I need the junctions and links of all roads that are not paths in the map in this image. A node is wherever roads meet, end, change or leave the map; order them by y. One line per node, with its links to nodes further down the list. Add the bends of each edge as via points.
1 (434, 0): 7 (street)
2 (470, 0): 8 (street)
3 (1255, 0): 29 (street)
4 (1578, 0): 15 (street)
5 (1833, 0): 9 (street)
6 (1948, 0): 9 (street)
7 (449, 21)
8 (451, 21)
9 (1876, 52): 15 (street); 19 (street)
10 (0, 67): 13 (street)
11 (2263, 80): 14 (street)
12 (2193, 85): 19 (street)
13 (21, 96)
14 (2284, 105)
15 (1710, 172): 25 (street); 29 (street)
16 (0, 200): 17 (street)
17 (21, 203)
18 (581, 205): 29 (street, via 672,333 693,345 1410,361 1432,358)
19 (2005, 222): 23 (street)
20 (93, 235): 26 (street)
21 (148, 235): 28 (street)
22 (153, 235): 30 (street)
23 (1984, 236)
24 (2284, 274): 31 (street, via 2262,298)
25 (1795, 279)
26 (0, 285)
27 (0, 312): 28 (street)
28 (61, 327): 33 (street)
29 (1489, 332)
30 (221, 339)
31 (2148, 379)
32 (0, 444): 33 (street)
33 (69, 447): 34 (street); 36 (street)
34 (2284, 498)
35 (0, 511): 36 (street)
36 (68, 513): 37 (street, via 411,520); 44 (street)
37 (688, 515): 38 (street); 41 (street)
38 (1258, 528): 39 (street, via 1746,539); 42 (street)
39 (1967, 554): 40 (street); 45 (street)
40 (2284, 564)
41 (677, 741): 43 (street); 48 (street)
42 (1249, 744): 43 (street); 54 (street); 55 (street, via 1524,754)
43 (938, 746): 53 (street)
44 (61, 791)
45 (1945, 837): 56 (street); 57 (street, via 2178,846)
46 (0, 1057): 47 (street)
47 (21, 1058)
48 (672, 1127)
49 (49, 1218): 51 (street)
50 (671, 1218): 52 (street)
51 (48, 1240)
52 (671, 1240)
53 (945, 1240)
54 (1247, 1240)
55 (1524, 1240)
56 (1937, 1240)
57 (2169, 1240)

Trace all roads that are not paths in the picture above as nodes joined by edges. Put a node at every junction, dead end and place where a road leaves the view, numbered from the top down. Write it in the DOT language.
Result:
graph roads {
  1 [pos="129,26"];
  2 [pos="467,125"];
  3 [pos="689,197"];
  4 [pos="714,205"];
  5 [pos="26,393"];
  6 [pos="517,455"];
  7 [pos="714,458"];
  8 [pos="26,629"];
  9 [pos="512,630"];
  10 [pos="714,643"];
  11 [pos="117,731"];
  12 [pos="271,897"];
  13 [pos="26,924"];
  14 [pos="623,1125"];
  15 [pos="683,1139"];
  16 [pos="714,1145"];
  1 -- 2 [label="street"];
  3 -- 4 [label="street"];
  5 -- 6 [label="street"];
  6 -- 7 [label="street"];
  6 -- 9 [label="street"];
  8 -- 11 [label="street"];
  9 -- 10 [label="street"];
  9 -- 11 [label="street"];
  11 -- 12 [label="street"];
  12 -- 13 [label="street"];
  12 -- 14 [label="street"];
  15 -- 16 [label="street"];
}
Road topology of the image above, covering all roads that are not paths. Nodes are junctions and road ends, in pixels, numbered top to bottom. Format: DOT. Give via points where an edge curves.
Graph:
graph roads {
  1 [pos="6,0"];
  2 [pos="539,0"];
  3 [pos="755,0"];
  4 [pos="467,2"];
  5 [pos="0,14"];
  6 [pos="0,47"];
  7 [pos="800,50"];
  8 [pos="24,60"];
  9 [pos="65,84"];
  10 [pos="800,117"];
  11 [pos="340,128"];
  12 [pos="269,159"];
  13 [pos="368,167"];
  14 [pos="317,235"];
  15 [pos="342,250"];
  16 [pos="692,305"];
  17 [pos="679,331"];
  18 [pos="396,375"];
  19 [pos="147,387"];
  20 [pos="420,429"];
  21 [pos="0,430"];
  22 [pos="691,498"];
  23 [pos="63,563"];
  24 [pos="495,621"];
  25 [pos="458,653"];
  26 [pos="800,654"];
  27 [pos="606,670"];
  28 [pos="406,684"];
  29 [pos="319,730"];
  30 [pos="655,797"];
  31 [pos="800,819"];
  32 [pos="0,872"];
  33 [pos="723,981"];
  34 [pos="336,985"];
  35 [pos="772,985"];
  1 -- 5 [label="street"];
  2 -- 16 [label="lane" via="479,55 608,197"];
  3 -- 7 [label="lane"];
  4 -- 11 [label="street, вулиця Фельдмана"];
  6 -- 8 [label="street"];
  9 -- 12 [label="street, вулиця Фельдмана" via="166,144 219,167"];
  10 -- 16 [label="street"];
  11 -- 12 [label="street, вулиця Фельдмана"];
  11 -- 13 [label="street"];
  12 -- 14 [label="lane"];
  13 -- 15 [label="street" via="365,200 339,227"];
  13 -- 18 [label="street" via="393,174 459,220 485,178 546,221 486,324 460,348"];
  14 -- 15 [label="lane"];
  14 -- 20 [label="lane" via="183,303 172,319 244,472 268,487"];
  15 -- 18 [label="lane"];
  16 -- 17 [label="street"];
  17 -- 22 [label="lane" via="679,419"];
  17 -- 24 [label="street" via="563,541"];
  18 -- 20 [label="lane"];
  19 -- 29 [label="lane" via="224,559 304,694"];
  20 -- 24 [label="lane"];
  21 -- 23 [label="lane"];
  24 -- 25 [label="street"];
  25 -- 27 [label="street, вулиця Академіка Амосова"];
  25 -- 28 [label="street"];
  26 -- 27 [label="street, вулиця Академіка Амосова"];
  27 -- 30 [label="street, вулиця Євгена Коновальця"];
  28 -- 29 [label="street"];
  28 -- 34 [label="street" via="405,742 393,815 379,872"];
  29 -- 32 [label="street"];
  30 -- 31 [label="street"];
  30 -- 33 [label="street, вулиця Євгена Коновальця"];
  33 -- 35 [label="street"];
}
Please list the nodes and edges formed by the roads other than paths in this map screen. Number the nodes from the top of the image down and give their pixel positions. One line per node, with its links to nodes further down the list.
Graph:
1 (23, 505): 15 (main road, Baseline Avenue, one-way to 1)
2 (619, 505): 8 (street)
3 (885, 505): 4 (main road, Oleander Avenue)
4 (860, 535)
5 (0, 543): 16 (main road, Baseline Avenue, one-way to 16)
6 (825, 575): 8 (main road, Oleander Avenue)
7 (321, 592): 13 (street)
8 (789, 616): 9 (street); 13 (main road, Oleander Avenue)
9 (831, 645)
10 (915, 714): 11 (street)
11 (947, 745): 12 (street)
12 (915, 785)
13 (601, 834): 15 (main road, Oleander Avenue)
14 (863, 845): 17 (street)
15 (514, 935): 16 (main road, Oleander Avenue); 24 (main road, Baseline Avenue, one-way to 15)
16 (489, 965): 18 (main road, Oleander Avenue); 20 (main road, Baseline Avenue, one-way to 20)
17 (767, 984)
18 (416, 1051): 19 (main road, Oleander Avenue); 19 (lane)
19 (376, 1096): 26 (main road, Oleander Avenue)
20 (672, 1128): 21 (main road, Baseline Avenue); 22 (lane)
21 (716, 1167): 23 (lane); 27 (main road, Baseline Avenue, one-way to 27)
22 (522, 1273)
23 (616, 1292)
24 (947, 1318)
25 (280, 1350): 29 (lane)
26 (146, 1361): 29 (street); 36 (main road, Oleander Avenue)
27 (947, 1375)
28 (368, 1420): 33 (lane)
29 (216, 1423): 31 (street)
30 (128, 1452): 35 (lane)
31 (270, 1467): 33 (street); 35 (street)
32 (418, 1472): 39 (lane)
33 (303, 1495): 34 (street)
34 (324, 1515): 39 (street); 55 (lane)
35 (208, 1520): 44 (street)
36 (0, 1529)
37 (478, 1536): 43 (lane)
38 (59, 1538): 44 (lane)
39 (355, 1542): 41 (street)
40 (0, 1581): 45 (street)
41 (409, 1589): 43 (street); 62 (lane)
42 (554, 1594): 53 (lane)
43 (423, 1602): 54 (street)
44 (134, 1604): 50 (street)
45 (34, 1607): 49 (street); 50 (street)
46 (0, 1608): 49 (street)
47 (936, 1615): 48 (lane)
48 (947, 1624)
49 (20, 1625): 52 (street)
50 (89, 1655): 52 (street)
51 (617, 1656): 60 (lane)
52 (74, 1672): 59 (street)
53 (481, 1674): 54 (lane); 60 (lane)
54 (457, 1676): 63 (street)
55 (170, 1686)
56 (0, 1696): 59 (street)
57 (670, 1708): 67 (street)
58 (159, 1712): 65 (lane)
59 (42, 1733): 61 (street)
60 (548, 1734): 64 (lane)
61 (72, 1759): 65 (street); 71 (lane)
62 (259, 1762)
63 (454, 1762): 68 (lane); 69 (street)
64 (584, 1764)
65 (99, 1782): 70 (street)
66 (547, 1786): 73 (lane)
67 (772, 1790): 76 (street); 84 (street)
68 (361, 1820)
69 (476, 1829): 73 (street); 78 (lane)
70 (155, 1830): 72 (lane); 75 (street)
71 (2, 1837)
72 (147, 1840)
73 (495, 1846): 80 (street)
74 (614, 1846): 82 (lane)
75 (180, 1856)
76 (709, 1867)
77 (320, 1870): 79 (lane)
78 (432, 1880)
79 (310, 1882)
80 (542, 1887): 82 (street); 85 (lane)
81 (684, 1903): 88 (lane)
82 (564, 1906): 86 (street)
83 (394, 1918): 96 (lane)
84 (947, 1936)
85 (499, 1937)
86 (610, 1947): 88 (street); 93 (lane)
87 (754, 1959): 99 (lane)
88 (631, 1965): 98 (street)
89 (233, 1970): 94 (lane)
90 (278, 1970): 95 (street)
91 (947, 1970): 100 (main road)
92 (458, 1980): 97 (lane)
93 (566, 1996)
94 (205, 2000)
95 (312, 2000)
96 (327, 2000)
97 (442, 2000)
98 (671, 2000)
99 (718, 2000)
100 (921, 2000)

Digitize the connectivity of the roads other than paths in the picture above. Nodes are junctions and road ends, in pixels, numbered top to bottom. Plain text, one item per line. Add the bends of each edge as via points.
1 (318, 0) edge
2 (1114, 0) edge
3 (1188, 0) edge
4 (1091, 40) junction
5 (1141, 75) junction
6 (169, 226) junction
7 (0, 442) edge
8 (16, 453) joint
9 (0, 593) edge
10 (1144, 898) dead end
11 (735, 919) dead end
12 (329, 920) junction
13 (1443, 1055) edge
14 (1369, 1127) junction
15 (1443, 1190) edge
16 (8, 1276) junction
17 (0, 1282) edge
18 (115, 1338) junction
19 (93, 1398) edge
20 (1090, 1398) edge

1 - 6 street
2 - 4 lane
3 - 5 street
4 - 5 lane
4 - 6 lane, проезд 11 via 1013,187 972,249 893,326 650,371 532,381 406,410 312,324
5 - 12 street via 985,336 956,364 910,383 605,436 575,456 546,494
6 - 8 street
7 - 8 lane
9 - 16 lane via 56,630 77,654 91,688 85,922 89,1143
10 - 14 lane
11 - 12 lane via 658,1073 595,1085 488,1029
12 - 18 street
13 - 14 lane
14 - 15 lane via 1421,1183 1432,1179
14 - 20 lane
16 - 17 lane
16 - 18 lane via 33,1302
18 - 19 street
-------
Which lines of the listing contain the string "dead"? Copy each of them.

Trace all roads that are not paths in the picture above as nodes joined by edges. Put a node at every junction, dead end and place where a road leaves the view, numbered from the top down. Write it in the DOT language.
10 (1144, 898) dead end
11 (735, 919) dead end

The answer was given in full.